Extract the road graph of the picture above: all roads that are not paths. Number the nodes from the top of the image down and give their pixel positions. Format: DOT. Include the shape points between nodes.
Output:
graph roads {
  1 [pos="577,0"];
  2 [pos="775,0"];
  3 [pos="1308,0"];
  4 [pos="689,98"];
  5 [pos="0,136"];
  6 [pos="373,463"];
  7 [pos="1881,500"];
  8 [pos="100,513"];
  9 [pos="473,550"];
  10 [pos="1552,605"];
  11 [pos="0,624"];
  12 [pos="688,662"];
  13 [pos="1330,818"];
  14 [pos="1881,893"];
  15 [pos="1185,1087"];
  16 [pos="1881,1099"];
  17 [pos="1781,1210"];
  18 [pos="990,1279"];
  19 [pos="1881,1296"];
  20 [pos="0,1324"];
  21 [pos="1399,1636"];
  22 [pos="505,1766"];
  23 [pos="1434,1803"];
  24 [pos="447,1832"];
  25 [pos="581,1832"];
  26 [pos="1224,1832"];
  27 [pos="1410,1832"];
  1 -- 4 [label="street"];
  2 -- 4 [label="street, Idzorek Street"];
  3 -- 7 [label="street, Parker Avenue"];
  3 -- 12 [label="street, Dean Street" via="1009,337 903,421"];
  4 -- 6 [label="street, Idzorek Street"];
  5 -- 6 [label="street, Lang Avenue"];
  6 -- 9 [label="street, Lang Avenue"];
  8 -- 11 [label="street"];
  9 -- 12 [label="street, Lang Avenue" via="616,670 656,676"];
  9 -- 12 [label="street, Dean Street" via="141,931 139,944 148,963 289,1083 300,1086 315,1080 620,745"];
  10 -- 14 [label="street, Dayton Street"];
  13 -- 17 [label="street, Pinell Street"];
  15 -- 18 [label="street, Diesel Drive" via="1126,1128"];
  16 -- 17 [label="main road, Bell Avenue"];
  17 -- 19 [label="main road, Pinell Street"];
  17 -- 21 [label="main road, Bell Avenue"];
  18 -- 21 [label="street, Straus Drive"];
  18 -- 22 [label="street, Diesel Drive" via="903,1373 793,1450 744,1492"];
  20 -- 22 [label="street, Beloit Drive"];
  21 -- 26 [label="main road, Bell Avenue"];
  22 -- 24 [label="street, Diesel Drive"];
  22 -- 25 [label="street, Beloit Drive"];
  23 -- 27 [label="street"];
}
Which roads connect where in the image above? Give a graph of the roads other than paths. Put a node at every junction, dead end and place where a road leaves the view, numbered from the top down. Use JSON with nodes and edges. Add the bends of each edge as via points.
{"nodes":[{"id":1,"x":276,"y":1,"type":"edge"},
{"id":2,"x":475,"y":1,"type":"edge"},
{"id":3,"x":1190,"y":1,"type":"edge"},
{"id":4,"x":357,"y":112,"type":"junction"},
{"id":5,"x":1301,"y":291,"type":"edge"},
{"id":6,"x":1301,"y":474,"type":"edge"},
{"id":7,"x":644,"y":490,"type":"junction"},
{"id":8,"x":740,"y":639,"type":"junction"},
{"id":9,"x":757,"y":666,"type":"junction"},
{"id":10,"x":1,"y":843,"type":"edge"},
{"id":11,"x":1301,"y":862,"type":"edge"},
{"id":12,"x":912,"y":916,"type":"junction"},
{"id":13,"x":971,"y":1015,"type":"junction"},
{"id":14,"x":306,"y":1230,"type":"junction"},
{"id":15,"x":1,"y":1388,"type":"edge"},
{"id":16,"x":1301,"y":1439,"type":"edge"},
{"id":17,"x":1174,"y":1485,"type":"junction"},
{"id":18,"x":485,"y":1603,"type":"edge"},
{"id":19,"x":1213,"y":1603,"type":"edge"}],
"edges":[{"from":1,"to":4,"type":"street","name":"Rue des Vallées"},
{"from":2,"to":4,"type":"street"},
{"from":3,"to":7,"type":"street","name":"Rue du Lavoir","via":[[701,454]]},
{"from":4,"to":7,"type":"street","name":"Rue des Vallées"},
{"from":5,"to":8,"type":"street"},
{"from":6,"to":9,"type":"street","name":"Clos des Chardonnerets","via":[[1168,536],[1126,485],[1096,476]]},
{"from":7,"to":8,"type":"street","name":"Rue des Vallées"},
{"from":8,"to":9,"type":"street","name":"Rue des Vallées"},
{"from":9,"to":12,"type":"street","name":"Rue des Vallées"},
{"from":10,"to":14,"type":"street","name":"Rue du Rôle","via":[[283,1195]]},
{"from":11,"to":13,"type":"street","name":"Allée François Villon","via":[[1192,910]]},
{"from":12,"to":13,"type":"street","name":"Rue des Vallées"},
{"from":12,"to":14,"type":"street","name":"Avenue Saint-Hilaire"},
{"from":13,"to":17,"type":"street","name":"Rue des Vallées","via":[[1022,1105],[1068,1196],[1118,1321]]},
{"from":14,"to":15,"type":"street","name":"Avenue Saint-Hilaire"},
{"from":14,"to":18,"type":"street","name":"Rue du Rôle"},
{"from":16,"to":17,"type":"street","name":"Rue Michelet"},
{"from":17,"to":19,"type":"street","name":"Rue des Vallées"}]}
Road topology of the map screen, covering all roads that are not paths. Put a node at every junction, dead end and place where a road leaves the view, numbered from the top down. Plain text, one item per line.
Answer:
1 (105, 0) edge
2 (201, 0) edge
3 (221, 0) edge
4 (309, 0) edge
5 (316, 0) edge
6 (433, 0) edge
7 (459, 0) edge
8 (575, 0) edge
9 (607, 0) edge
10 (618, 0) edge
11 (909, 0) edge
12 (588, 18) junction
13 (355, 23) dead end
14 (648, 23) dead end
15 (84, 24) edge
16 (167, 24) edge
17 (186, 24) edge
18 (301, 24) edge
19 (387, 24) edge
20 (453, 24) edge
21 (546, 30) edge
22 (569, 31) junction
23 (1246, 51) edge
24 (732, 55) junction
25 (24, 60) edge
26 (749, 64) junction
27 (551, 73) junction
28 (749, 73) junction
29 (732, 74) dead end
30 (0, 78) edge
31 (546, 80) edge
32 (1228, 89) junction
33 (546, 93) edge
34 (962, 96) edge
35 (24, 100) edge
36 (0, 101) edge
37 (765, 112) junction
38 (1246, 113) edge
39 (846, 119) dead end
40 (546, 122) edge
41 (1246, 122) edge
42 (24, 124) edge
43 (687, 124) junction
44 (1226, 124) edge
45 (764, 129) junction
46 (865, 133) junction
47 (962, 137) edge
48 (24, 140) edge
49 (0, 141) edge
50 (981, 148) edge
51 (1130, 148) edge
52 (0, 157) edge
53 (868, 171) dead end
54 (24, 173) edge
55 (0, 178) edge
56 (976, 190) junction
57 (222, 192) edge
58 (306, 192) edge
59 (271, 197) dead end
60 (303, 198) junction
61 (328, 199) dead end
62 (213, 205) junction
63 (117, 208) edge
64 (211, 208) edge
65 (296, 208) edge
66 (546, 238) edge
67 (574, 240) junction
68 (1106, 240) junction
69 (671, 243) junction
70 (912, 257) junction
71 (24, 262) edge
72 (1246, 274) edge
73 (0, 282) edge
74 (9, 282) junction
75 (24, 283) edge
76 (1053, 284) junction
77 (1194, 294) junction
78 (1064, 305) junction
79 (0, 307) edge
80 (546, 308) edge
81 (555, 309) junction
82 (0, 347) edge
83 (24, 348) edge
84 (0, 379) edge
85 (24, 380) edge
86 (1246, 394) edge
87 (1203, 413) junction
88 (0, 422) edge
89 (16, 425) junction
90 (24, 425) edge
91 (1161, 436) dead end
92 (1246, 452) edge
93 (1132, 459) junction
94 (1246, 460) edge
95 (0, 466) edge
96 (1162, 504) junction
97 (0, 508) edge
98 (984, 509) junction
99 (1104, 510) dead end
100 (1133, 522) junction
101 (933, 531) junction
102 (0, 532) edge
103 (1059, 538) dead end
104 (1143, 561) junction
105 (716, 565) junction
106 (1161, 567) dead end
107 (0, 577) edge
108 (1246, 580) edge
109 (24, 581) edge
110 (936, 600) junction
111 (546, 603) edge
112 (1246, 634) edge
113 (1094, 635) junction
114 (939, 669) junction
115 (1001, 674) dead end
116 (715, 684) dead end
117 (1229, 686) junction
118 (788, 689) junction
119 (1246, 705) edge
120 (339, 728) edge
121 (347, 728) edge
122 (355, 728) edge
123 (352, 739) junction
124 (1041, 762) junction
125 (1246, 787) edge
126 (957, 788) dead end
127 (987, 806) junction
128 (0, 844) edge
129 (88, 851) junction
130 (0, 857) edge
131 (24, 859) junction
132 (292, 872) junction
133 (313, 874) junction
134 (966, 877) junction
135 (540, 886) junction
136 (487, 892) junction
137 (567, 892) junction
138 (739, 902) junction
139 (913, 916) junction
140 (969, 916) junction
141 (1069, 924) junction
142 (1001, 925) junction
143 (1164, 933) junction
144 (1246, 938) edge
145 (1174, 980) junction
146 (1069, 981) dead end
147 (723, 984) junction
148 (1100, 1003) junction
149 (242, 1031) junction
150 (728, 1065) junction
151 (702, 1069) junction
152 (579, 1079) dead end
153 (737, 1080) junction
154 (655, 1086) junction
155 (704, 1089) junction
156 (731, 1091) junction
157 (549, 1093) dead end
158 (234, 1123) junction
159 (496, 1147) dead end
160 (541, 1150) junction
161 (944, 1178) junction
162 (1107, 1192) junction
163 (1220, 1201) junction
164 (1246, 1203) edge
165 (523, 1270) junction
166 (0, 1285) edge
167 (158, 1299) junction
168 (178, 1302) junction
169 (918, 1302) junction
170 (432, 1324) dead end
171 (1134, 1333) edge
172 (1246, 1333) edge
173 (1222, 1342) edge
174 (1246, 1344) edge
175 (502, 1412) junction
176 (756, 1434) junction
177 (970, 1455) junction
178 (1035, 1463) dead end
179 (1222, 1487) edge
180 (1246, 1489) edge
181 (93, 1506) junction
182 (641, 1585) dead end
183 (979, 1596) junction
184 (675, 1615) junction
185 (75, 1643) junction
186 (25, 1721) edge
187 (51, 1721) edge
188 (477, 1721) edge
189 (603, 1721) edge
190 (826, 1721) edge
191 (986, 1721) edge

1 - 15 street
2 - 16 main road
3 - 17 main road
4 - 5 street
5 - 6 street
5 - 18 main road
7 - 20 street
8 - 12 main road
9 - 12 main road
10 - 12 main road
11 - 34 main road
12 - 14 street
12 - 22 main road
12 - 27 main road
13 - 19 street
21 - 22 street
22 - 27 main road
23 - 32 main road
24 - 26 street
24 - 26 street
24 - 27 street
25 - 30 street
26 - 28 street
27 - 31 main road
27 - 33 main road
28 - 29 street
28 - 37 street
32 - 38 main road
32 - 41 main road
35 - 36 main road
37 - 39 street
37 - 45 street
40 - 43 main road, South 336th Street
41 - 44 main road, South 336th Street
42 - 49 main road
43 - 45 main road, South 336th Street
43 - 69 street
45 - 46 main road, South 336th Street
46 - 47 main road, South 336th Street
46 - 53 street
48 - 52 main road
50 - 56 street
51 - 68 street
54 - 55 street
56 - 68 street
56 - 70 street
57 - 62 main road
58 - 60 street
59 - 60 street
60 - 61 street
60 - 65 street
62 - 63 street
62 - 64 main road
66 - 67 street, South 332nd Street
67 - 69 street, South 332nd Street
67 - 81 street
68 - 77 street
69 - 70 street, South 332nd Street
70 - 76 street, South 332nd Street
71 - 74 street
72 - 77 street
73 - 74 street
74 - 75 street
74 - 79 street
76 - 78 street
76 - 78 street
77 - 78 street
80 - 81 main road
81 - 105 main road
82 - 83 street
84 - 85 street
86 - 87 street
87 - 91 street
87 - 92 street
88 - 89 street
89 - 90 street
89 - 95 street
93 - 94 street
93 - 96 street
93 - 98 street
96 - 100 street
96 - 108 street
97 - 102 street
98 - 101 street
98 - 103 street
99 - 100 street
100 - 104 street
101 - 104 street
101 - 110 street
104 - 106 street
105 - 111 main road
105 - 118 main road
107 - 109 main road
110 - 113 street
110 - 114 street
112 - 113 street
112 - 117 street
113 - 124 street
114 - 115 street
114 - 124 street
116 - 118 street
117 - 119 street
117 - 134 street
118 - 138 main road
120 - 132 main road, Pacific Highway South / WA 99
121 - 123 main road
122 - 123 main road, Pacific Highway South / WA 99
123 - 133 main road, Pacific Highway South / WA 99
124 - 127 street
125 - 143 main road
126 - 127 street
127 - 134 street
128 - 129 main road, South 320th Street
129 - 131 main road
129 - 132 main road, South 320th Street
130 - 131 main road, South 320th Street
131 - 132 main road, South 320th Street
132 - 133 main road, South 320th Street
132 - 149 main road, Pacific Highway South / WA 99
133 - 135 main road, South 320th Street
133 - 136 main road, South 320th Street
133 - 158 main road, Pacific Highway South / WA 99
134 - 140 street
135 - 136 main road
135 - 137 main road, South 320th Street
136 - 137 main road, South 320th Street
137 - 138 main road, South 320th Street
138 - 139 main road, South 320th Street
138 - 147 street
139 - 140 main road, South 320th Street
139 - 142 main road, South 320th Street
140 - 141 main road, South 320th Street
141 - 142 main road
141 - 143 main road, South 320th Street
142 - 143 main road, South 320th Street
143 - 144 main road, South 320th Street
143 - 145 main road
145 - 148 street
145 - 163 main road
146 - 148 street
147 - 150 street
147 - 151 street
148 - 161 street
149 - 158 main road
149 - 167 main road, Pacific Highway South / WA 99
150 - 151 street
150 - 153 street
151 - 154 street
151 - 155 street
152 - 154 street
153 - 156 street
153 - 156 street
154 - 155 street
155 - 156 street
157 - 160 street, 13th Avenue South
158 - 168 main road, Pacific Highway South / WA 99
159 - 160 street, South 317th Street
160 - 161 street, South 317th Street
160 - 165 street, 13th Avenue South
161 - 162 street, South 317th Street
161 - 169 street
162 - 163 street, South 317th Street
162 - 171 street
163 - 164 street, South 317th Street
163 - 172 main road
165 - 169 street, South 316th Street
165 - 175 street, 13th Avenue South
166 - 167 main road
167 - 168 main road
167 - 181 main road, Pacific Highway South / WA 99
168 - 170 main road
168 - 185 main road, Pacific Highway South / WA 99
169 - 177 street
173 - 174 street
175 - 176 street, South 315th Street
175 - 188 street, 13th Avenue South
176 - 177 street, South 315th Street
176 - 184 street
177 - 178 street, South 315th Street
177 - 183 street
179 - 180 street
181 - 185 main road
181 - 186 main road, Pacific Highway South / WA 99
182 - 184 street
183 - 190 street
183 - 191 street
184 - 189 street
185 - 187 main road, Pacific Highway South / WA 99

● **ACTION ITEM**
Every line that includes "Diesel" must be copied from the material above.

● **EXPECTED ANSWER**
  15 -- 18 [label="street, Diesel Drive" via="1126,1128"];
  18 -- 22 [label="street, Diesel Drive" via="903,1373 793,1450 744,1492"];
  22 -- 24 [label="street, Diesel Drive"];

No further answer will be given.